What is live migration?
Live migration refers to the process of moving a virtual machine (VM) running on one physical host to another host without disrupting normal operations or causing any downtime or other adverse effects for the end user.
Live migration is considered a major step in virtualization. By allowing an entire VM to be moved with a running operating system (OS), live migration helps accommodate low-disruption fault management, load balancing and low-level system maintenance.
Understanding live migration
Live migration is usually performed when a physical host machine (computer or server) needs maintenance or an update, or when a VM must be switched to a different host. The process transfers the VM memory, network connectivity and storage. Most of the migration occurs while the OS continues to run.
The process allows a clean separation between hardware and software with a separation of concerns between the users and operator of a data center or cluster. For these reasons, live OS migration is particularly useful for cluster administrators.
With live migration, admins can consolidate clustered hardware into a single coherent management domain. If they need to remove a particular physical machine from service for maintenance, they may migrate OS instances (including applications) to one or more alternative machines, freeing the original machine. Similarly, when hosts are congested, they may rearrange OS instances across machines in a cluster to relieve the load. In either situation, the combination of virtualization and migration eases systems management for the cluster admin.
The live migration process starts by transferring the data in the VM's memory to the target physical machine. Once all the data is transferred, an "operational resource state" consisting of CPU, memory and storage is created on the target machine.
After this, the original VM -- along with its installed applications -- is suspended, copied and initiated on the destination. This entire process causes minimal downtime. Although it's not possible to completely avoid downtime, it can be further reduced with pre-paging and by using the memory's probability density function.
Live migration benefits
Live migration offers several benefits for administrators of data centers and clusters.
Migrating an entire OS and all its applications as one unit can eliminate many of the difficulties involved in process-level migration approaches. This method eliminates the issue of residual dependencies that require the original host machine to remain available and network-accessible to service memory accesses or system calls on behalf of migrated processes.

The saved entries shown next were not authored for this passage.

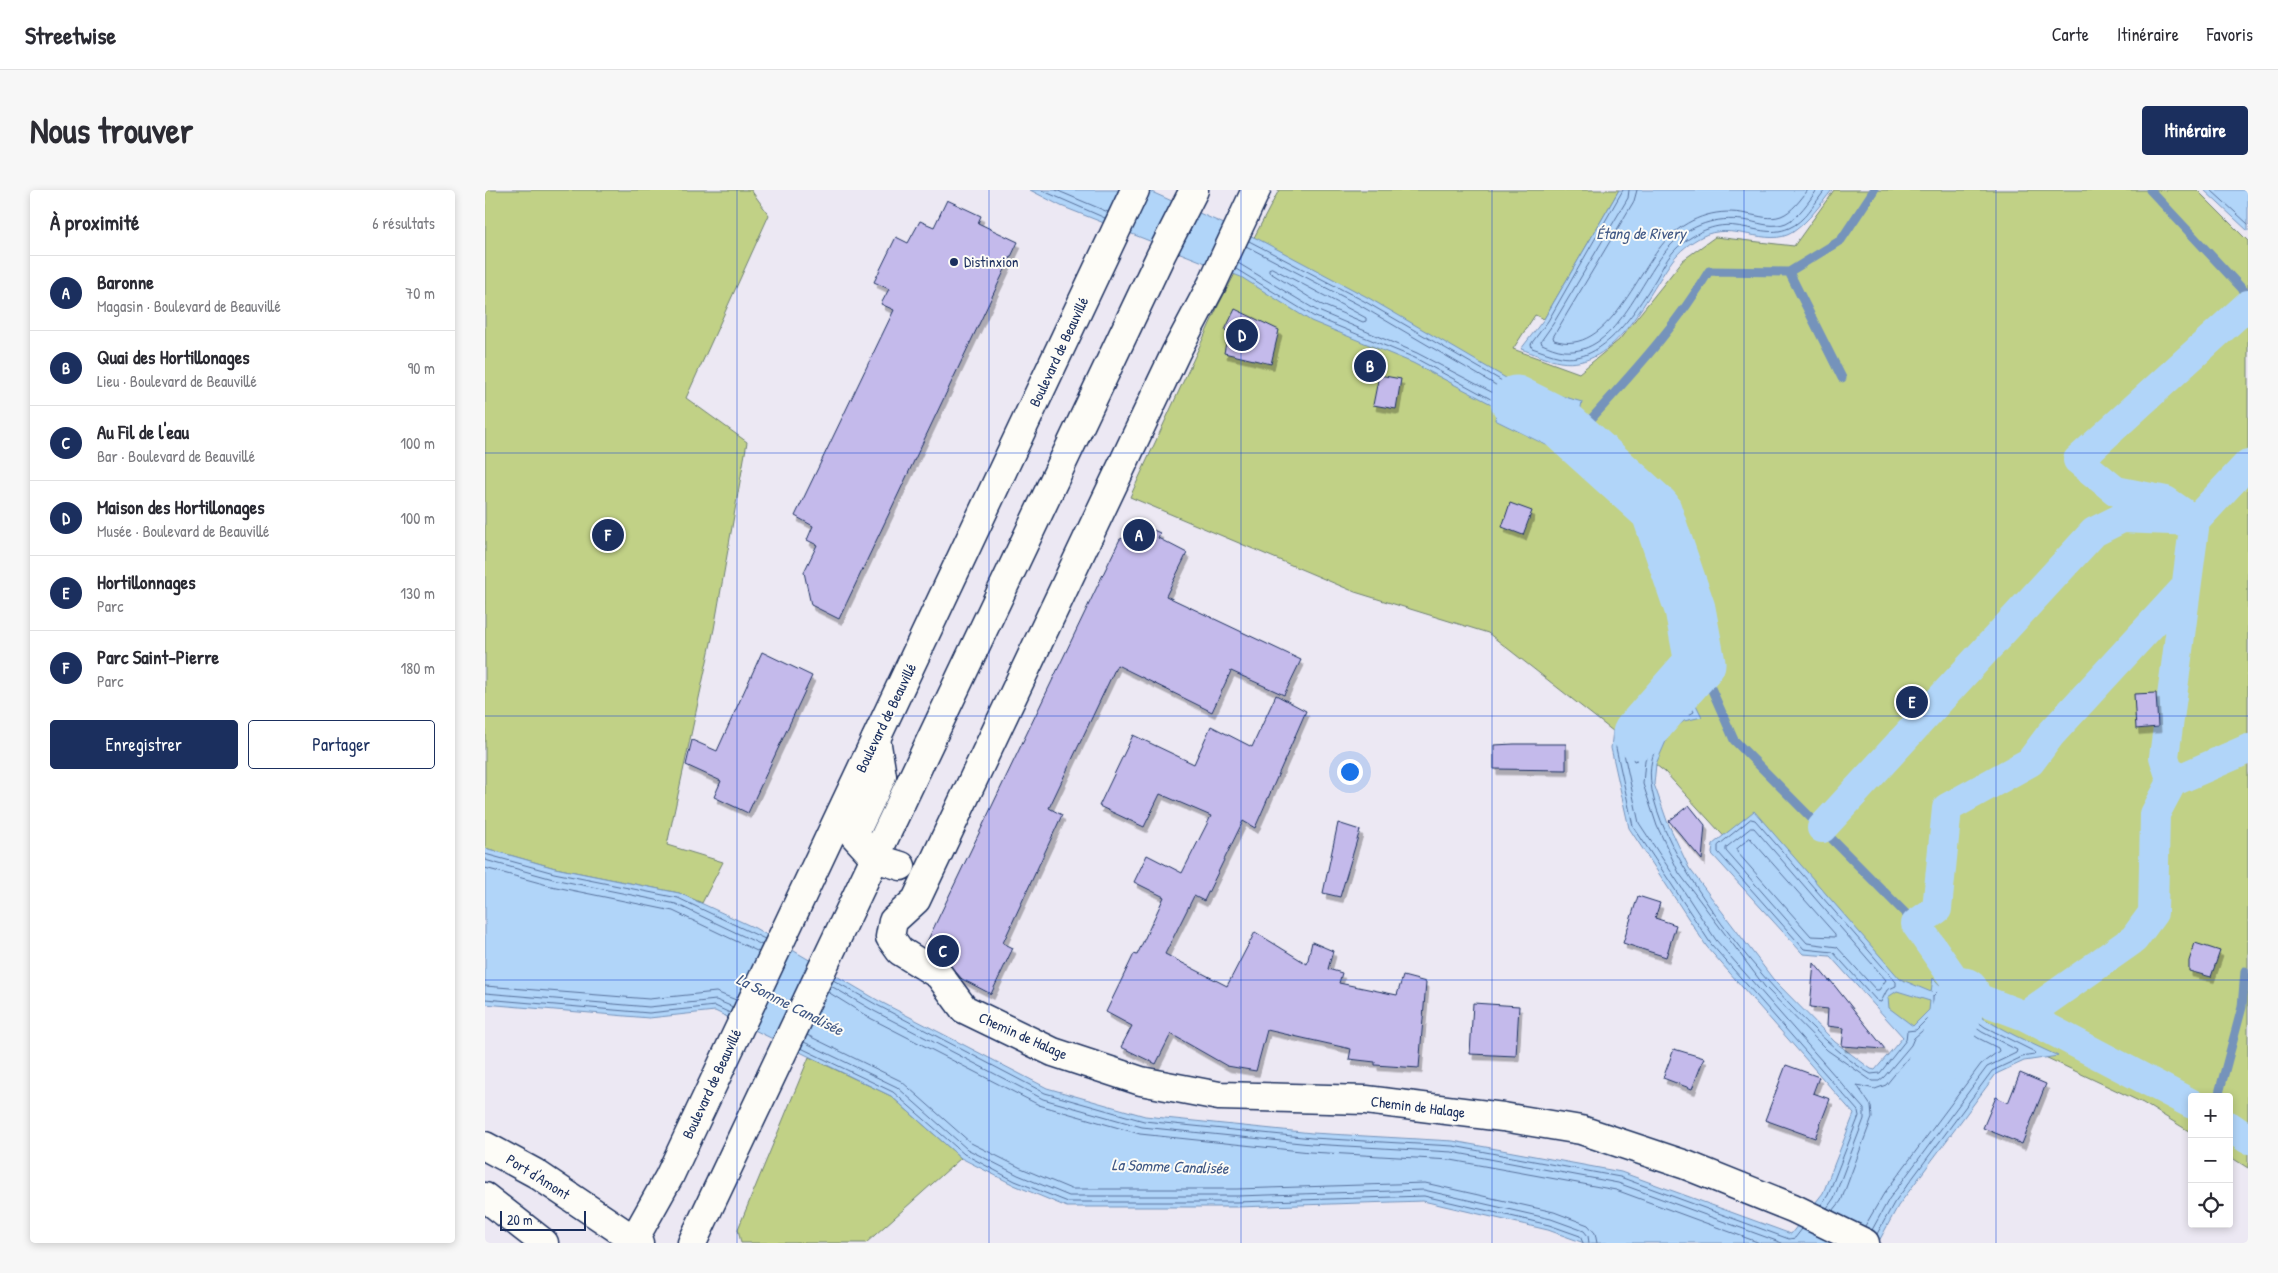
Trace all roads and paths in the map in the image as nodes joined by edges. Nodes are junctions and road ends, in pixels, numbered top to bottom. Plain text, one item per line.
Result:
1 (1135, 190) edge
2 (1194, 190) edge
3 (1256, 190) edge
4 (876, 739) junction
5 (933, 862) junction
6 (870, 869) junction
7 (485, 1146) edge
8 (485, 1197) edge
9 (635, 1241) edge
10 (544, 1243) edge
11 (692, 1243) edge
12 (1865, 1243) edge

1 - 4 main road, Boulevard de Beauvillé
2 - 6 main road
3 - 5 main road
4 - 6 main road
4 - 9 main road, Boulevard de Beauvillé
5 - 6 main road
5 - 12 main road, Chemin de Halage
6 - 11 main road
7 - 9 main road, Port d'Amont
8 - 10 main road

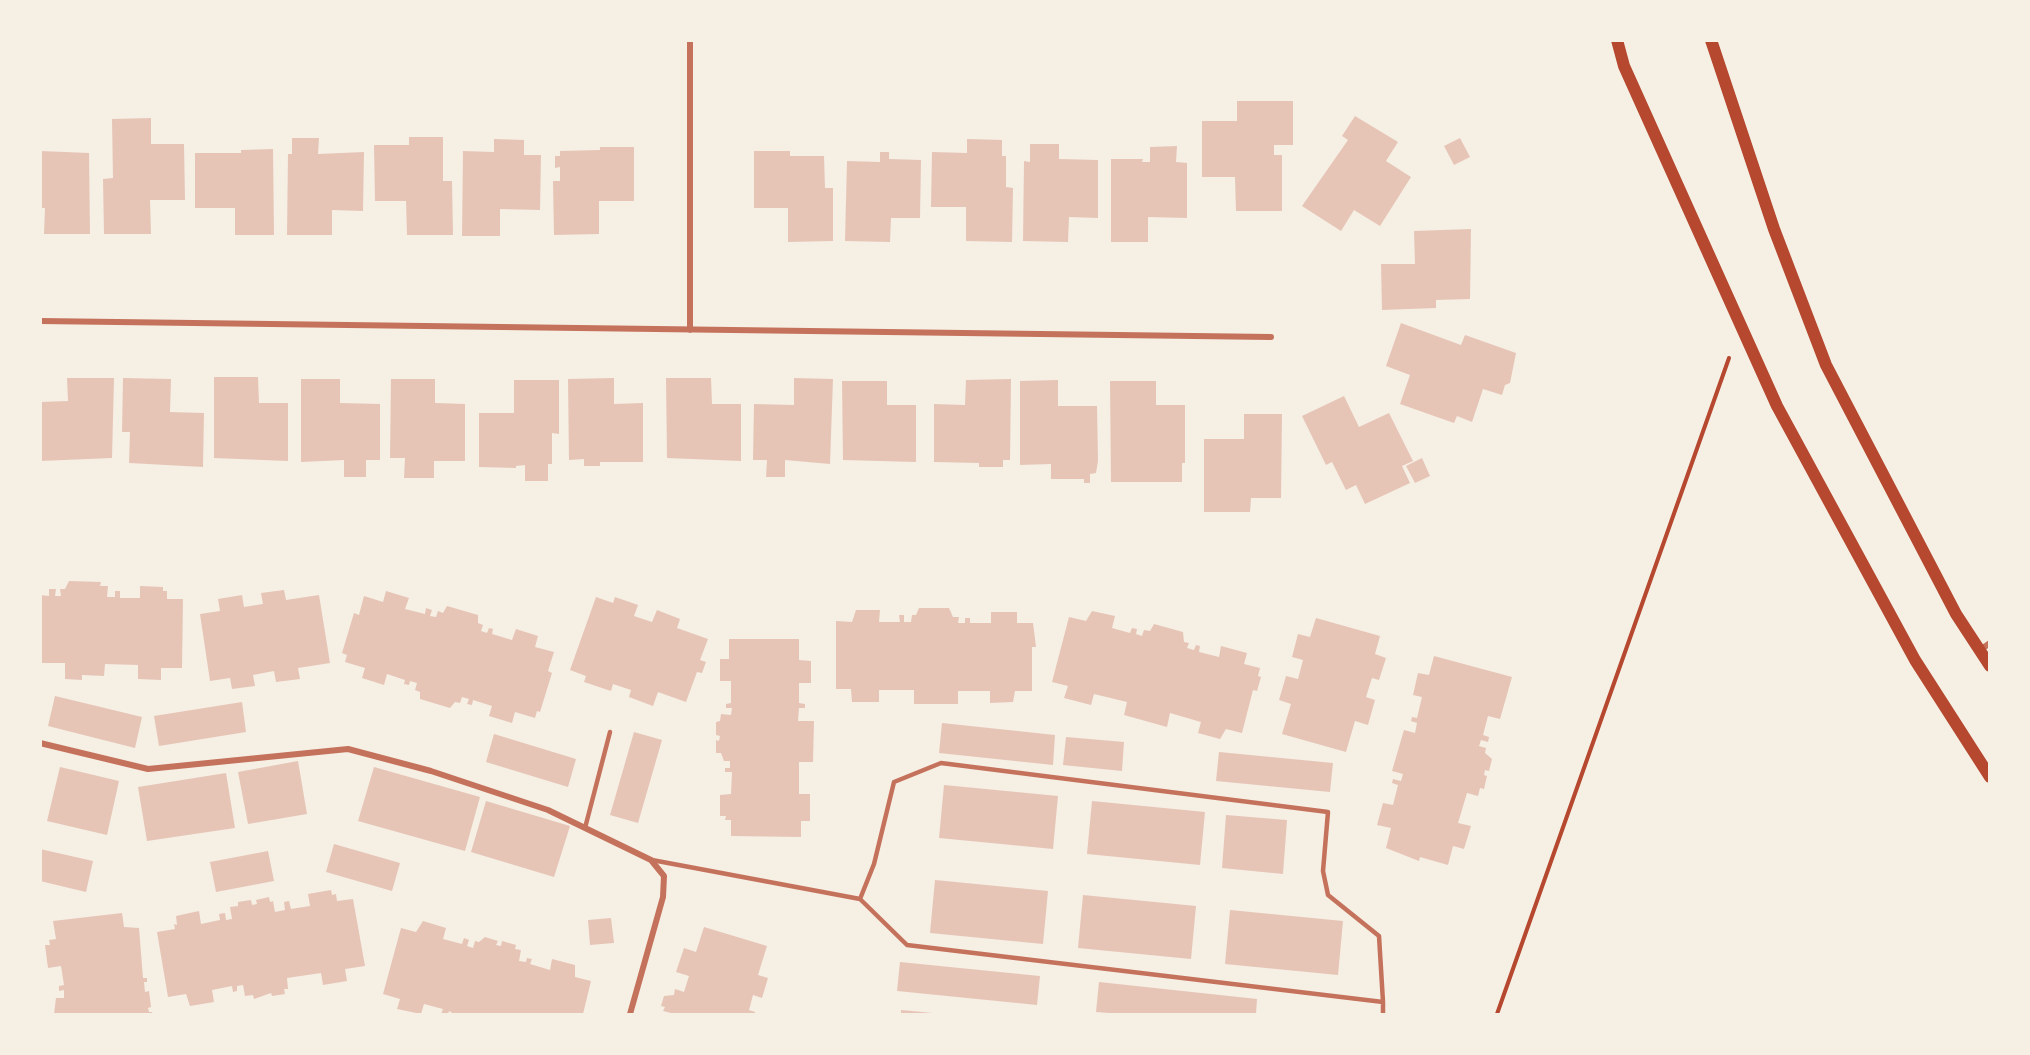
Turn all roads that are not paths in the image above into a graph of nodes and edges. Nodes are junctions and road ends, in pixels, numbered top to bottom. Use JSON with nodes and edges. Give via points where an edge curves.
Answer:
{"nodes":[{"id":1,"x":690,"y":40,"type":"edge"},
{"id":2,"x":1617,"y":40,"type":"edge"},
{"id":3,"x":1711,"y":40,"type":"edge"},
{"id":4,"x":40,"y":321,"type":"edge"},
{"id":5,"x":690,"y":330,"type":"junction"},
{"id":6,"x":1271,"y":337,"type":"dead end"},
{"id":7,"x":1984,"y":647,"type":"edge"},
{"id":8,"x":1989,"y":666,"type":"edge"},
{"id":9,"x":610,"y":732,"type":"dead end"},
{"id":10,"x":40,"y":742,"type":"edge"},
{"id":11,"x":1989,"y":777,"type":"edge"},
{"id":12,"x":585,"y":828,"type":"junction"},
{"id":13,"x":651,"y":860,"type":"junction"},
{"id":14,"x":860,"y":899,"type":"junction"},
{"id":15,"x":1383,"y":1002,"type":"junction"},
{"id":16,"x":630,"y":1014,"type":"edge"},
{"id":17,"x":1383,"y":1014,"type":"edge"}],
"edges":[{"from":1,"to":5,"type":"street"},
{"from":2,"to":11,"type":"main road","via":[[1624,66],[1777,406],[1909,650]]},
{"from":3,"to":7,"type":"main road","via":[[1774,229],[1826,365],[1956,614]]},
{"from":4,"to":5,"type":"street"},
{"from":5,"to":6,"type":"street"},
{"from":7,"to":8,"type":"main road"},
{"from":9,"to":12,"type":"lane"},
{"from":10,"to":12,"type":"street","via":[[148,769],[348,749],[537,806]]},
{"from":12,"to":13,"type":"street"},
{"from":13,"to":14,"type":"lane"},
{"from":13,"to":16,"type":"street","via":[[664,876],[663,897]]},
{"from":14,"to":15,"type":"lane","via":[[907,945]]},
{"from":14,"to":15,"type":"lane","via":[[874,864],[894,782],[941,763],[1328,812],[1323,872],[1328,895],[1378,936]]},
{"from":15,"to":17,"type":"lane"}]}
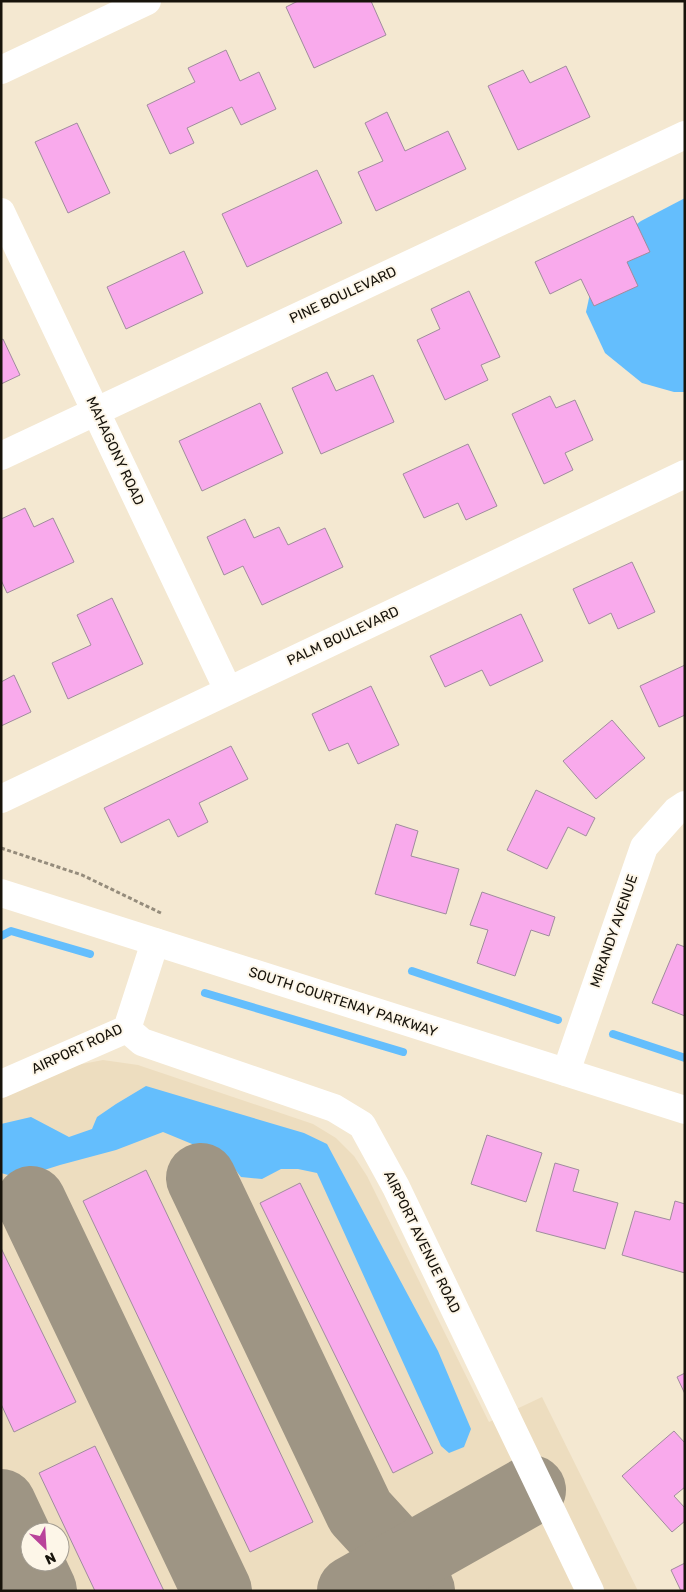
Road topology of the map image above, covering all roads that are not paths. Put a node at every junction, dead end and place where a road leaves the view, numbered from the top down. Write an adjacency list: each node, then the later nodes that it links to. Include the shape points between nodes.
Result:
1 (147, 1): 2 (street)
2 (1, 70)
3 (685, 135): 5 (street, PINE BOULEVARD)
4 (1, 212): 5 (street, MAHAGONY ROAD)
5 (96, 411): 6 (street, PINE BOULEVARD); 8 (street, MAHAGONY ROAD)
6 (1, 456)
7 (685, 474): 8 (street, PALM BOULEVARD)
8 (228, 690): 9 (street, PALM BOULEVARD)
9 (1, 799)
10 (685, 805): 14 (street, MIRANDY AVENUE, via 644,847)
11 (1, 893): 12 (street, SOUTH COURTENAY PARKWAY)
12 (155, 942): 13 (street, AIRPORT ROAD); 14 (street, SOUTH COURTENAY PARKWAY)
13 (127, 1029): 15 (street, AIRPORT ROAD); 17 (street, AIRPORT AVENUE ROAD, via 142,1042 334,1108 362,1125 396,1187)
14 (566, 1072): 16 (street, SOUTH COURTENAY PARKWAY)
15 (1, 1084)
16 (685, 1110)
17 (590, 1591)

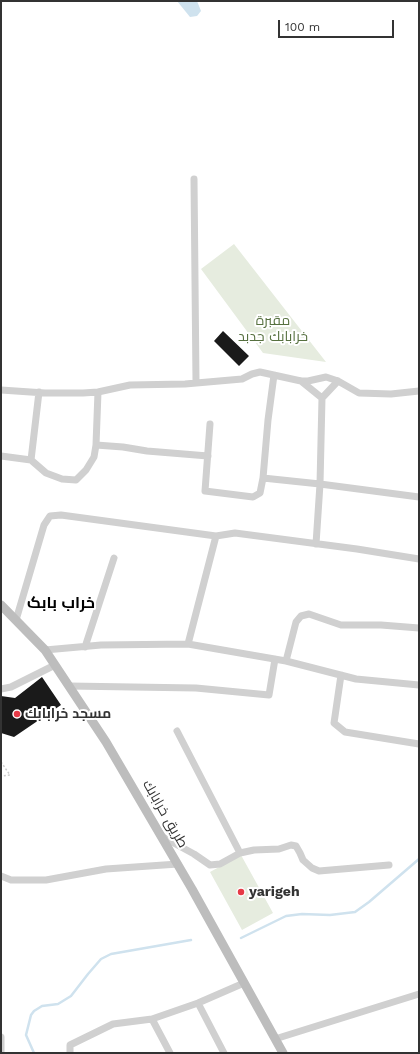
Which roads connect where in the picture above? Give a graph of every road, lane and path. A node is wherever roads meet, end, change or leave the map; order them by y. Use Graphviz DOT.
graph roads {
  1 [pos="194,179"];
  2 [pos="274,375"];
  3 [pos="301,381"];
  4 [pos="338,381"];
  5 [pos="196,382"];
  6 [pos="1,390"];
  7 [pos="419,391"];
  8 [pos="39,392"];
  9 [pos="98,392"];
  10 [pos="322,398"];
  11 [pos="210,424"];
  12 [pos="96,445"];
  13 [pos="1,456"];
  14 [pos="208,456"];
  15 [pos="31,460"];
  16 [pos="263,478"];
  17 [pos="320,484"];
  18 [pos="419,497"];
  19 [pos="216,536"];
  20 [pos="316,544"];
  21 [pos="114,558"];
  22 [pos="419,559"];
  23 [pos="1,605"];
  24 [pos="16,620"];
  25 [pos="419,628"];
  26 [pos="188,644"];
  27 [pos="85,647"];
  28 [pos="45,650"];
  29 [pos="275,659"];
  30 [pos="286,661"];
  31 [pos="55,665"];
  32 [pos="341,675"];
  33 [pos="419,685"];
  34 [pos="69,686"];
  35 [pos="1,689"];
  36 [pos="177,731"];
  37 [pos="419,744"];
  38 [pos="1,762"];
  39 [pos="1,776"];
  40 [pos="161,836"];
  41 [pos="240,853"];
  42 [pos="178,864"];
  43 [pos="389,865"];
  44 [pos="1,876"];
  45 [pos="244,983"];
  46 [pos="419,994"];
  47 [pos="198,1003"];
  48 [pos="152,1019"];
  49 [pos="1,1037"];
  50 [pos="275,1040"];
  51 [pos="1,1053"];
  52 [pos="70,1053"];
  53 [pos="170,1053"];
  54 [pos="224,1053"];
  55 [pos="282,1053"];
  1 -- 5 [label="street"];
  2 -- 3 [label="street"];
  2 -- 5 [label="street"];
  2 -- 16 [label="street"];
  3 -- 4 [label="street"];
  3 -- 10 [label="street"];
  4 -- 7 [label="street"];
  4 -- 10 [label="street"];
  5 -- 9 [label="street"];
  6 -- 8 [label="street"];
  8 -- 9 [label="street"];
  8 -- 15 [label="street"];
  9 -- 12 [label="street"];
  10 -- 17 [label="street"];
  11 -- 14 [label="street"];
  12 -- 14 [label="street"];
  12 -- 15 [label="street"];
  13 -- 15 [label="street"];
  14 -- 16 [label="street"];
  16 -- 17 [label="street"];
  17 -- 18 [label="street"];
  17 -- 20 [label="street"];
  19 -- 20 [label="street"];
  19 -- 24 [label="street"];
  19 -- 26 [label="street"];
  20 -- 22 [label="street"];
  21 -- 27 [label="street"];
  23 -- 24 [label="main road, طريق خرابابك"];
  24 -- 28 [label="main road, طريق خرابابك"];
  25 -- 30 [label="street"];
  26 -- 27 [label="street"];
  26 -- 29 [label="street"];
  27 -- 28 [label="street"];
  28 -- 31 [label="main road, طريق خرابابك"];
  29 -- 30 [label="street"];
  29 -- 34 [label="street"];
  30 -- 32 [label="street"];
  31 -- 34 [label="main road, طريق خرابابك"];
  31 -- 35 [label="street"];
  32 -- 33 [label="street"];
  32 -- 37 [label="street"];
  34 -- 40 [label="main road, طريق خرابابك"];
  36 -- 41 [label="street"];
  38 -- 39 [label="path"];
  40 -- 41 [label="street"];
  40 -- 42 [label="main road, طريق خرابابك"];
  41 -- 43 [label="street"];
  42 -- 44 [label="street"];
  42 -- 45 [label="main road, طريق خرابابك"];
  45 -- 47 [label="street"];
  45 -- 50 [label="main road, طريق خرابابك"];
  46 -- 50 [label="street"];
  47 -- 48 [label="street"];
  47 -- 54 [label="street"];
  48 -- 52 [label="street"];
  48 -- 53 [label="street"];
  49 -- 51 [label="street"];
  50 -- 55 [label="main road, طريق خرابابك"];
}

Migrating at the entire VM level also means that its in-memory state can be transferred consistently and efficiently. This applies to both the kernel internal state and application level state.
Live migration supports more efficient load balancing, so systems and CPU resources can be shared for optimum use. It also allows applications to continue running while the administrator manages maintenance activities, such as security updates, in the background.
Users can control the software and services they want to run within their VM without providing the operator with any OS-level access. Moreover, the system remains active even if any hardware such as the CPU, network interface card or memory stops working. If the system crashes completely or the live migration fails, it will crash the VM, log a host error and automatically restart the machine.
Finally, live migration minimizes system downtime by using the pre-paging approach in which the OS guesses in advance which pages of memory will be required, and proactively pre-loads them into the main memory without halting the VM being migrated.
Live migration process
Live migration happens in a step-by-step manner:
0: Pre-migration or preparation
The target host (host A) is preselected for migration, and the VM is made active on the client side. The hypervisor also duplicates the memory pages from the source file to the destination file.
A request for migration is passed from host A to host B. With this request initialization, host B reserves a VM container of the required size. If these resources cannot be secured, the VM continues to run in host A unaffected.
2: Iterative (Repetitive) Pre-copy
Pre-copy migration combines an iterative push phase and a stop-and-copy phase. This way, all pages from host A are transferred to host B. Further, in subsequent iterations, only pages that were altered or dirtied during the transfer process will be considered.
Running OS instances are suspended at host A and the network traffic is redirected to host B. The CPU state and other inconsistent memory pages are then transferred to host B. Finally, there is a consistent suspended copy of the VM in both hosts, with the copy at A considered primary. This way, migration can be resumed from A in case of failure.
Host B informs host A that it has received the consistent OS image. Host A acknowledges this message, and this becomes the commitment of migration transaction. Now host B becomes the primary host, and host A can discard the original VM.
The migrated VM is activated on the now primary host B. Device drivers are reattached to the new machine and moved IP addresses are advertised with post-migration codes. Normal operations resume in host B.
Live migration requirements
Live migration ensures that the consistent VM image remains in at least one host. However, process success hinges on two key requirements:
- Original host remains stable: Throughout the migration process, the original host must be stable without any interruption until the commitment stage.
- Suspending and resuming VM: The VM can be suspended and resumed in the physical host without a risk of failure.